CTPN is a deep learning based text detection algorithm for detecting text in natural images.

CTPN stands for `Connectionist Text Proposal Network`. It implements a combination of CNN and LSTM layers in its architecture to make proposals of where a text line exists (localisation) and confidence scores for the proposals. 

From the CNN parts, we get rich feature maps that provides information to the LSTM layers in predicting if the given sequence of fixed-width boxes belongs to a text line or not. 

There is also a vertical anchor mechanism to accont for textlines that span multiple vertical sequences to improve localisation accuracy.

Non maximum suppression is applied as post processing to combine / break down overlapping proposals.

 Links:

 - [Paper](https://arxiv.org/abs/1609.03605)
 - [Code](https://github.com/tianzhi0549/CTPN) 

# NVCaffe

[Caffe](https://github.com/BVLC/caffe) is a Deep Learning Framework written in `C++` by folks at Berkley AI Research / Berkely Vision and Learning Center. The framework lets you chain multiple layers together to form a Deep Neural Network.

[NVCaffe](https://github.com/nvidia/caffe) is a fork maintained by NVIDIA. It is fully compatible with BVLC caffe and offers additional features like
- Support for `FP16` in inference
- Support for latest `CUDA`(10+) and `CUDNN`(7+)
- Optimized multi-GPU training with `NCCL`
- Optimized memory management
- Experimental support for TensorRT layer
- and much more

# Running CTPN with NVCaffe

This project attempts to run the Text Detection Algorithm CTPN with the latest version of NVCaffe.

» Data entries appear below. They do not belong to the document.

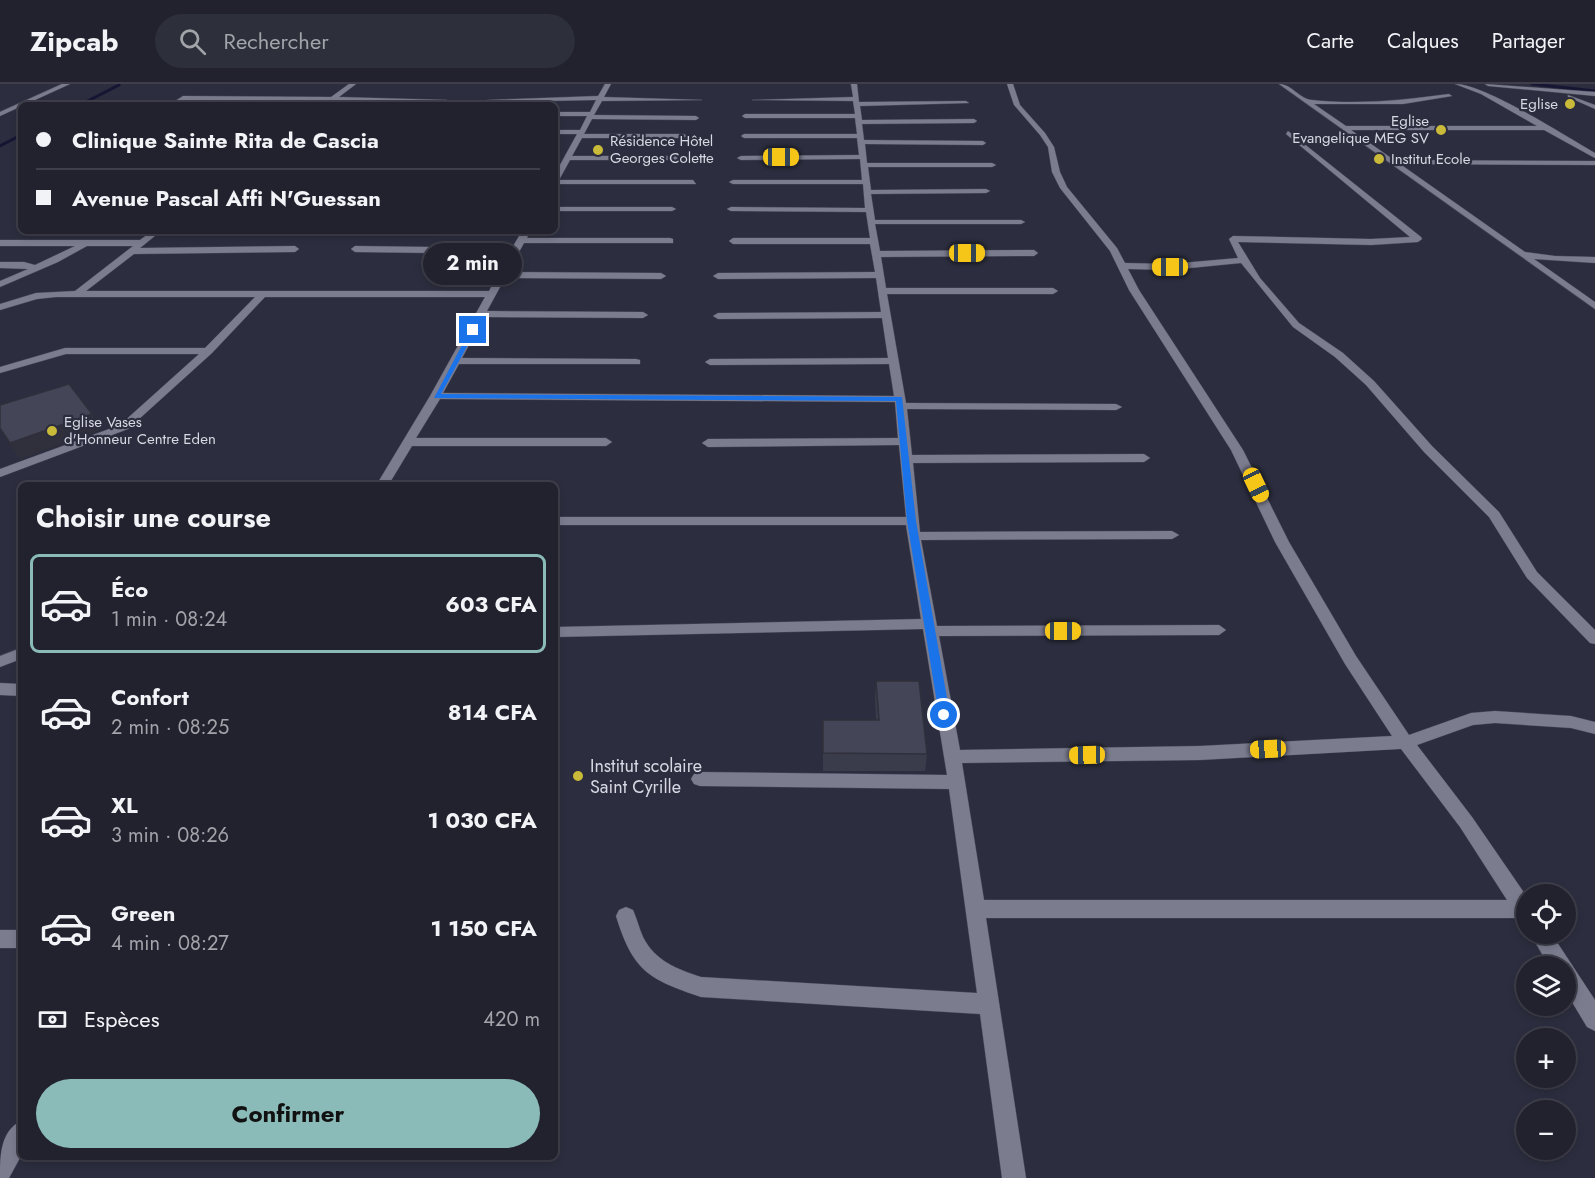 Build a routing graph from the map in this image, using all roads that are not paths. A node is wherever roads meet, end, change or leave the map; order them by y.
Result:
1 (67, 84) edge
2 (353, 84) edge
3 (608, 84) edge
4 (1010, 84) edge
5 (1282, 84) edge
6 (1458, 84) edge
7 (1488, 84) edge
8 (1559, 91) junction
9 (1595, 94) edge
10 (1449, 96) dead end
11 (333, 99) junction
12 (599, 99) junction
13 (444, 100) dead end
14 (490, 100) dead end
15 (699, 100) dead end
16 (755, 100) dead end
17 (27, 102) edge
18 (177, 102) edge
19 (329, 102) edge
20 (1308, 102) junction
21 (966, 103) dead end
22 (18, 106) edge
23 (1595, 108) edge
24 (0, 114) edge
25 (558, 114) edge
26 (590, 116) junction
27 (745, 116) dead end
28 (696, 118) dead end
29 (974, 121) dead end
30 (859, 125) edge
31 (1344, 128) junction
32 (1543, 128) junction
33 (558, 132) edge
34 (1288, 133) dead end
35 (580, 134) junction
36 (684, 136) dead end
37 (744, 136) dead end
38 (983, 143) dead end
39 (566, 155) junction
40 (1595, 156) edge
41 (687, 158) dead end
42 (741, 158) dead end
43 (1391, 162) junction
44 (1595, 163) edge
45 (992, 165) dead end
46 (558, 173) edge
47 (558, 178) edge
48 (733, 182) dead end
49 (693, 183) dead end
50 (866, 187) junction
51 (986, 191) dead end
52 (558, 209) edge
53 (672, 209) dead end
54 (731, 209) dead end
55 (870, 216) junction
56 (1021, 222) dead end
57 (153, 234) edge
58 (523, 236) edge
59 (670, 240) dead end
60 (732, 241) dead end
61 (0, 243) edge
62 (85, 243) junction
63 (141, 243) junction
64 (876, 247) junction
65 (295, 249) dead end
66 (355, 249) dead end
67 (130, 251) junction
68 (515, 251) junction
69 (1034, 253) dead end
70 (1522, 255) junction
71 (1243, 260) junction
72 (1595, 260) edge
73 (0, 265) edge
74 (1122, 266) junction
75 (35, 268) junction
76 (502, 275) junction
77 (879, 275) junction
78 (661, 276) dead end
79 (718, 276) dead end
80 (0, 290) edge
81 (883, 291) junction
82 (1053, 291) dead end
83 (78, 293) junction
84 (13, 294) dead end
85 (491, 294) junction
86 (262, 295) junction
87 (36, 296) junction
88 (1595, 306) edge
89 (0, 307) edge
90 (482, 314) junction
91 (643, 315) dead end
92 (887, 315) junction
93 (718, 316) dead end
94 (208, 351) junction
95 (893, 361) junction
96 (455, 362) junction
97 (636, 362) dead end
98 (710, 362) dead end
99 (0, 370) edge
100 (436, 396) junction
101 (900, 403) junction
102 (1116, 407) dead end
103 (905, 441) junction
104 (409, 442) junction
105 (606, 442) dead end
106 (708, 443) dead end
107 (1144, 458) dead end
108 (907, 459) junction
109 (0, 473) edge
110 (384, 482) edge
111 (558, 522) edge
112 (913, 529) junction
113 (1172, 535) dead end
114 (928, 627) junction
115 (1219, 630) dead end
116 (558, 632) edge
117 (1595, 639) edge
118 (18, 654) edge
119 (0, 662) edge
120 (0, 688) edge
121 (18, 690) edge
122 (1595, 728) edge
123 (1406, 741) junction
124 (952, 757) junction
125 (700, 778) dead end
126 (957, 782) junction
127 (1516, 897) edge
128 (976, 909) junction
129 (1516, 911) edge
130 (626, 916) dead end
131 (0, 939) edge
132 (18, 939) edge
133 (1576, 989) edge
134 (990, 1004) junction
135 (1595, 1020) edge
136 (18, 1137) edge
137 (0, 1170) edge
138 (1014, 1178) edge

1 - 17 street
2 - 11 street
3 - 12 street
4 - 74 street
5 - 20 street
6 - 32 street
7 - 8 street
8 - 9 street
8 - 23 street
10 - 20 street
11 - 13 street
11 - 18 street
11 - 19 street
12 - 14 street
12 - 15 street
12 - 26 street
16 - 30 street
20 - 31 street
21 - 30 street
22 - 24 street
25 - 26 street
26 - 28 street
26 - 35 street
27 - 30 street
29 - 30 street
30 - 37 street
30 - 38 street
30 - 42 street
30 - 45 street
30 - 50 street
31 - 32 street
31 - 43 street
32 - 40 street
33 - 35 street
34 - 71 street
35 - 36 street
35 - 39 street
39 - 41 street
39 - 46 street
43 - 44 street
43 - 70 street
47 - 49 street
48 - 50 street
50 - 51 street
50 - 55 street
52 - 53 street
54 - 55 street
55 - 56 street
55 - 64 street
57 - 63 street
58 - 59 street
58 - 68 street
60 - 64 street
61 - 62 street
62 - 63 street
62 - 75 street
63 - 67 street
64 - 69 street
64 - 77 street
65 - 67 street
66 - 68 street
67 - 83 street
68 - 76 street
70 - 72 street
70 - 88 street
71 - 74 street
71 - 117 street
73 - 75 street
74 - 123 street
75 - 80 street
76 - 78 street
76 - 85 street
77 - 79 street
77 - 81 street
81 - 82 street
81 - 92 street
83 - 86 street
83 - 87 street
84 - 87 street
85 - 86 street
85 - 90 street
86 - 94 street
87 - 89 street
90 - 91 street
90 - 96 street
92 - 93 street
92 - 95 street
94 - 99 street
94 - 109 street
95 - 98 street
95 - 101 street
96 - 97 street
96 - 100 street
100 - 101 street
100 - 104 street
101 - 102 street
101 - 103 street
103 - 106 street
103 - 108 street
104 - 105 street
104 - 110 street
107 - 108 street
108 - 112 street
111 - 112 street
112 - 113 street
112 - 114 street
114 - 115 street
114 - 116 street
114 - 124 street
118 - 119 street
120 - 121 street
122 - 123 street
123 - 124 street
123 - 127 street
124 - 126 street
125 - 126 street
126 - 128 street
128 - 129 street
128 - 134 street
130 - 134 street
131 - 132 street
133 - 135 street
134 - 138 street
136 - 137 street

To showcase, we are going to run this on `Google Colab VM` with GPU Support.

Hit `Connect / Reconnect` on the toolbar (top-right) to connect to one now.


*Note: If you are familiar with docker, and would like to try on your own machine, you can directly use the github [package](https://github.com/IMG-PRCSNG/CTPN/packages/300024). It comes with nvcaffe and ctpn pre-installed. Usage Instructions: coming soon*

## Requirements

To run CTPN with the latest version of NVCaffe

- GPU (Google Colab provides free GPU time for experiments)

- Port the following custom layers to NVcaffe written
  - Reverse
  - Transpose
  - Lstm

- Compile and exeute CTPN module


The layer porting is done and is being maintained in this [repo](https://github.com/IMG-PRCSNG/caffe).
A pre-compiled version for `Ubuntu 18.04 + CUDA 10.1 + CUDNN 7.6` was extracted from the docker image in that repo and is shipped in this repo for making it simple to test on non docker environments like Colab.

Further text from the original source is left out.